Saturday, 26 March 2016

Pools of Death

There is no need to say it, but I will anyway. Deadpool is a great movie, and if the book office earnings did not tell you that, then you must be living under a rock you uncultured heathen. It was one of the few comic book movie adaptations that did the comic justice while still establishing itself as a movie although with a lot of swearing, guns, and cock jocks….like the USA moving into your backyard screaming at the top of its lungs taking pot shots every now and then to make sure you paying attention.  I won’t spoil anything because I am pretty sure the trailers already did that and won’t do a plot summary for you because you don’t deserve it reading a random blog, blah I say Blah! Now of course I am going to give the movie some shit because that’s what I do, which is pretty hard to do considering it’s hard to take the piss out of something that seems hell-bent on taking the piss out of itself.  First one being when will Hollywood learn to make their trailers better? Every trailer I saw for Deadpool (in reality all two) kind of spoiled it for me revealing some of the best moments of the movie. I can imagine they want to reveal some things to draw in the crowds but this was a whore revealing one boob only to charge me R90 to see the other. Disappointing especially after I can now see the boob wherever I want on Youtube. Also they left out his multiple personality which is one of his best features. They could of at least have good old Reynolds put on different voices showing his inner monologue debating whether him kebabing a man is art, just plain fun or both. The inner debates he had with himself in the comics and the game made the character seem to reveal this inner conflict to still be what he is, and what he has to do, which I understand is hard to imagine for a character like Deadpool but fans of the character would understand.

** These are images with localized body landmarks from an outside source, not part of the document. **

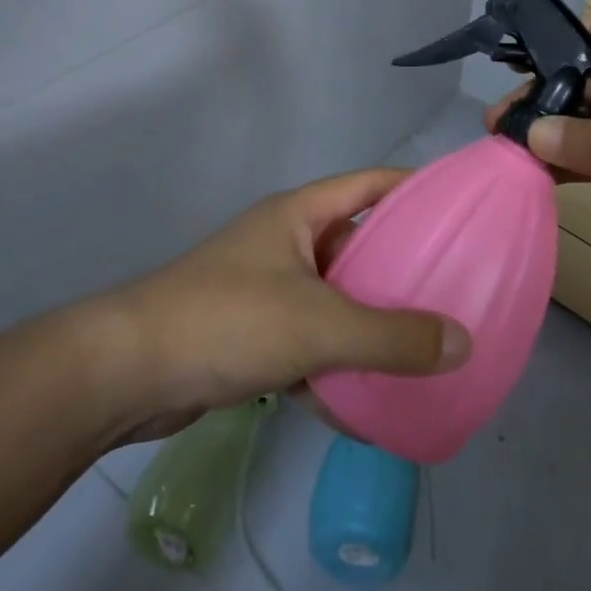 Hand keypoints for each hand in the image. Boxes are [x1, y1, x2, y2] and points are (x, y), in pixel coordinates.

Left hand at [100, 169, 471, 437]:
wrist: (126, 373)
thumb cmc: (228, 320)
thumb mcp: (319, 325)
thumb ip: (392, 337)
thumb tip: (464, 344)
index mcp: (298, 215)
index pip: (369, 184)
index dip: (413, 188)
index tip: (458, 208)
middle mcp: (284, 243)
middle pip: (356, 245)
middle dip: (400, 268)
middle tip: (452, 289)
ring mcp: (265, 289)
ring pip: (334, 300)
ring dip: (369, 324)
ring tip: (421, 349)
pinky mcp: (250, 335)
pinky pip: (308, 344)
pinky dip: (333, 368)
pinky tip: (363, 407)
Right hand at [487, 11, 590, 290]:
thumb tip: (531, 132)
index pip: (590, 33)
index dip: (545, 44)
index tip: (504, 73)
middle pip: (584, 80)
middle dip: (541, 99)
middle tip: (497, 130)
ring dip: (556, 135)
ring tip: (508, 154)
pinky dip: (580, 163)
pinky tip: (547, 177) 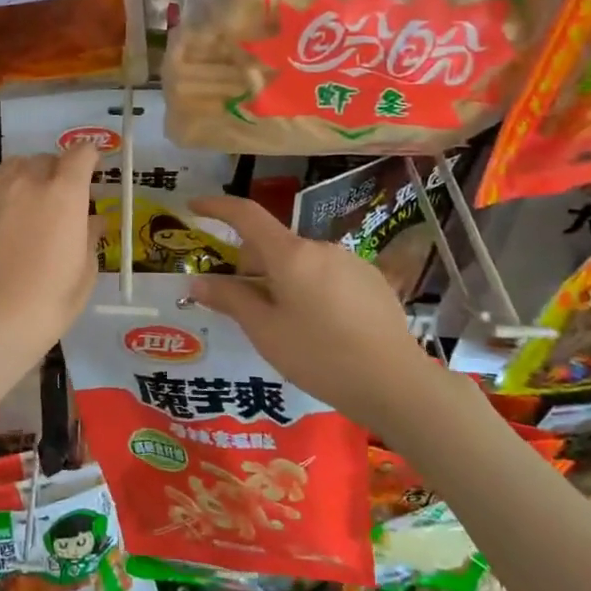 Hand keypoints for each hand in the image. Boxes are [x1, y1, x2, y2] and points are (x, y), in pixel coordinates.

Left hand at [0, 146, 101, 375]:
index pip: (81, 154)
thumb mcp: (83, 274)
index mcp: (65, 194)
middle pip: (47, 159)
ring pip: (15, 165)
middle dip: (58, 172)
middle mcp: (29, 180)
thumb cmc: (47, 303)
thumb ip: (90, 237)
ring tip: (26, 202)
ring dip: (27, 176)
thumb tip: (93, 220)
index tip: (92, 170)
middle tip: (59, 199)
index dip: (90, 158)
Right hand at [188, 194, 438, 416]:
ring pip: (301, 262)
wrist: (396, 383)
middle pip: (273, 245)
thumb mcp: (266, 332)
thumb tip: (197, 282)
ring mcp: (350, 261)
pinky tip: (321, 328)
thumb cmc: (321, 357)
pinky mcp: (371, 279)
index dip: (217, 207)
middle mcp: (320, 247)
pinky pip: (327, 274)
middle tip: (243, 306)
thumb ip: (230, 300)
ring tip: (286, 326)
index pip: (246, 215)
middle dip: (251, 266)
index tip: (194, 206)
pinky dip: (311, 288)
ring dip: (283, 280)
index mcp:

However the movie did deliver what it promised: dick jokes, guns, knives and violence, a truly cringe worthy moments that Seth McFarlane must of written or even Jimmy Karr. At the end all of my issues with the movie are tiny cracks in a gigantic butt, keeping with the Deadpool train of thought. Needs a good wiping now and then, but still can’t draw me away from the fact the….sorry wait left the oven on……

Sunday, 13 March 2016

Where is the Batman?

It seems that the DC animated movie people only read Batman comics when they were smaller, deepening their social awkwardness, and trying to understand why girls wouldn’t talk to them, because the number of Batman animated movies is fucking crazy. If we look at recent years there has been three Batman movies : Offspring of the flying rodent, Group of weirdos in Owl masks, and now what every vampire says when drinking the blood of a clown, this blood is questionable. Batman Bad Blood sees Batman disappearing for a while because Batwoman showed up, thus further proving the producers have a bad relationships with woman. With Batman M.I.A, it’s up to Nightwing and Robin to ask what the fuck and go out and do some shit the the offspring of Batman would do, beat the shit out of people till they find the truth, which if Batdad was around would leave disappointed in his bastard and adopted drama queen.  The team expands with not only Batwoman but also Batwing, and no not the plane suddenly coming to life and helping the Bats, which worked in Mass Effect 3 because EDI tightened every male gamers pants and was a source of possibly 50% of the fan fiction. Batwing is the bat version of Ironman which the most basic way you can describe him because that is about as far as you can describe him. The story develops quite nicely to be honest with a nice little plot twist, checking off the comic book movie list of things to get done by the end like references only the comic readers will get, and the the exploitation of the female characters who apparently must wear things three sizes too small. Still waiting for Joker to make an appearance in these line of movies, with the writers resorting to lower criminal like Doll-maker, Mad-hatter, and Killer Croc. Ras al Ghul made an appearance in the first movie but only for 30 seconds, trying to beat Liam Neeson for the character but failing by playing with the fire, unlike Neeson.

At the end the movie is just a stepping stone to the next movie which was announced….Teen Titans vs Justice League. Now that makes me produce enough saliva to run the plumbing in my house for a week.